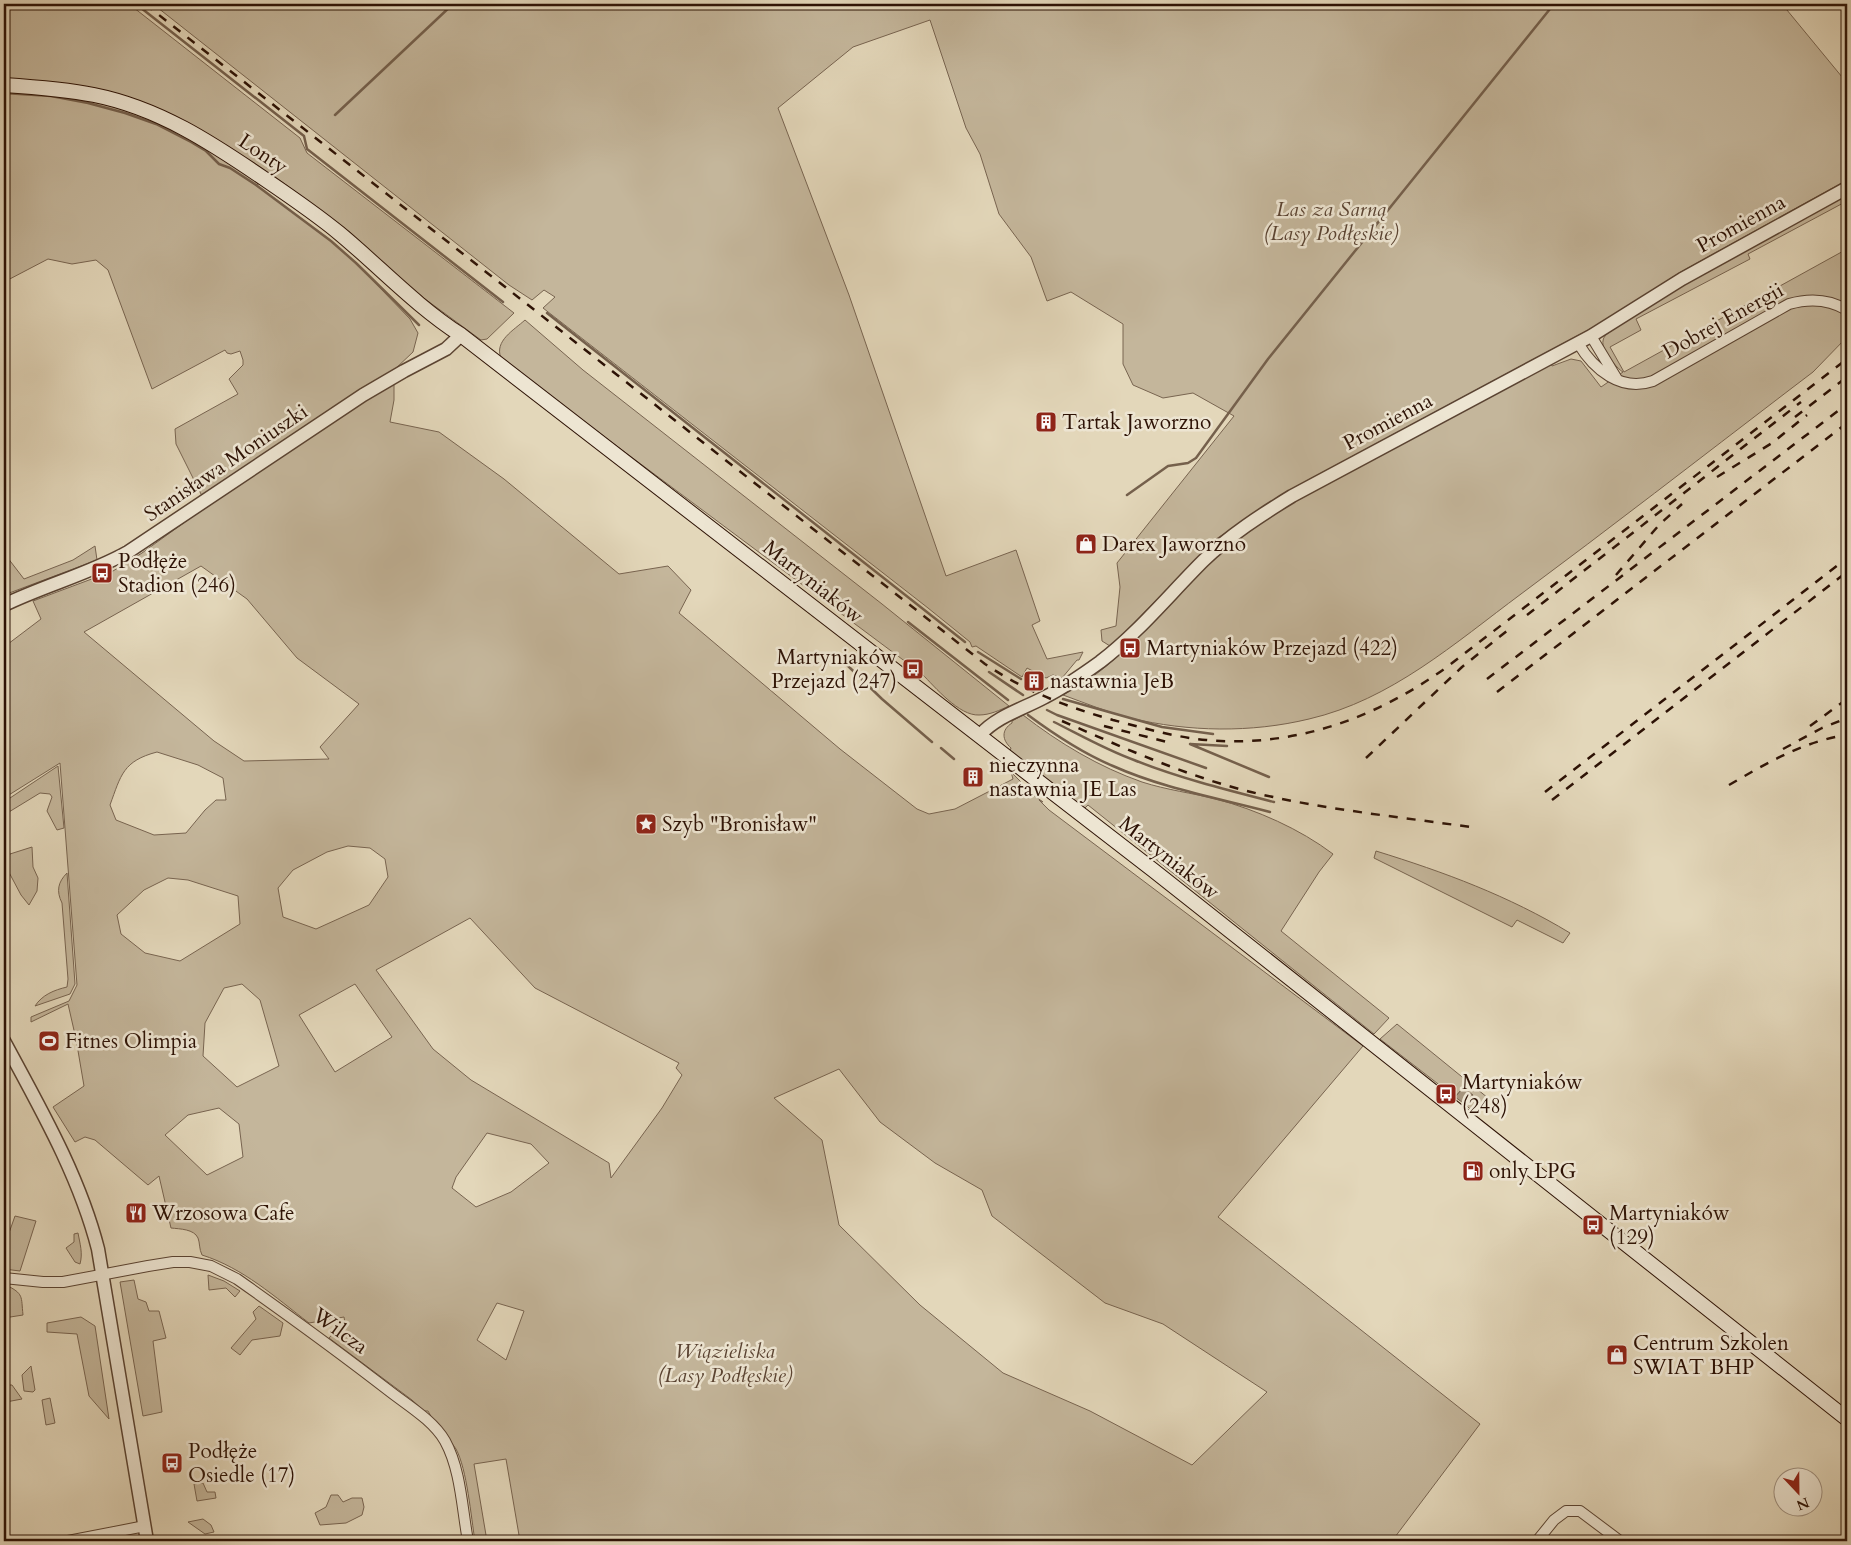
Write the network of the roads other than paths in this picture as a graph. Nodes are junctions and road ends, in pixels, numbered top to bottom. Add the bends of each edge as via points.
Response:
1 (4, 85) edge
2 (1847, 188) edge
3 (1847, 310) edge
4 (461, 335) junction
5 (1592, 336) junction
6 (1578, 343) junction
7 (1617, 380) junction
8 (4, 605) edge
9 (980, 735) junction
10 (4, 1041) edge
11 (102, 1274) junction
12 (4, 1278) edge
13 (1847, 1419) edge
14 (145, 1526) junction
15 (68, 1541) edge
16 (148, 1541) edge
17 (468, 1541) edge
18 (1537, 1541) edge
19 (1620, 1541) edge

1 - 4 main road, Lonty via 94,95 144,110 203,137 311,211 435,318
2 - 5 street, Promienna via 1682,279
3 - 7 street, Dobrej Energii via 1818,300 1789,304 1652,382 1637,385
4 - 8 street, Stanisława Moniuszki via 446,349 364,395 128,552
4 - 9 main road, Martyniaków
5 - 6 street, Promienna
5 - 7 street
6 - 7 street, Dobrej Energii via 1603,373
6 - 9 street, Promienna via 1261,515 1204,560 1131,636 1100,661 1065,686 991,724
9 - 13 main road, Martyniaków
10 - 11 street via 84,1201
11 - 12 street, Wilcza via 63,1282
11 - 14 street
11 - 17 street, Wilcza via 173,1262 199,1263 237,1279 323,1341 424,1418 444,1440 457,1477
14 - 15 street
14 - 16 street
18 - 19 street via 1554,1520 1566,1512 1580,1510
━━━━━━━━━━━━━━━━━━━━
◆ EXERCISE DETAILS:
Print the whole listing exactly. No pictures belong in the copy.

◆ OUTPUT OF THE TASK:
Write the network of the roads other than paths in this picture as a graph. Nodes are junctions and road ends, in pixels, numbered top to bottom. Add the bends of each edge as via points.
Response:
1 (4, 85) edge
2 (1847, 188) edge
3 (1847, 310) edge
4 (461, 335) junction
5 (1592, 336) junction
6 (1578, 343) junction
7 (1617, 380) junction
8 (4, 605) edge
9 (980, 735) junction
10 (4, 1041) edge
11 (102, 1274) junction
12 (4, 1278) edge
13 (1847, 1419) edge
14 (145, 1526) junction
15 (68, 1541) edge
16 (148, 1541) edge
17 (468, 1541) edge
18 (1537, 1541) edge
19 (1620, 1541) edge

1 - 4 main road, Lonty via 94,95 144,110 203,137 311,211 435,318
2 - 5 street, Promienna via 1682,279
3 - 7 street, Dobrej Energii via 1818,300 1789,304 1652,382 1637,385
4 - 8 street, Stanisława Moniuszki via 446,349 364,395 128,552
4 - 9 main road, Martyniaków
5 - 6 street, Promienna
5 - 7 street
6 - 7 street, Dobrej Energii via 1603,373
6 - 9 street, Promienna via 1261,515 1204,560 1131,636 1100,661 1065,686 991,724
9 - 13 main road, Martyniaków
10 - 11 street via 84,1201
11 - 12 street, Wilcza via 63,1282
11 - 14 street
11 - 17 street, Wilcza via 173,1262 199,1263 237,1279 323,1341 424,1418 444,1440 457,1477
14 - 15 street
14 - 16 street
18 - 19 street via 1554,1520 1566,1512 1580,1510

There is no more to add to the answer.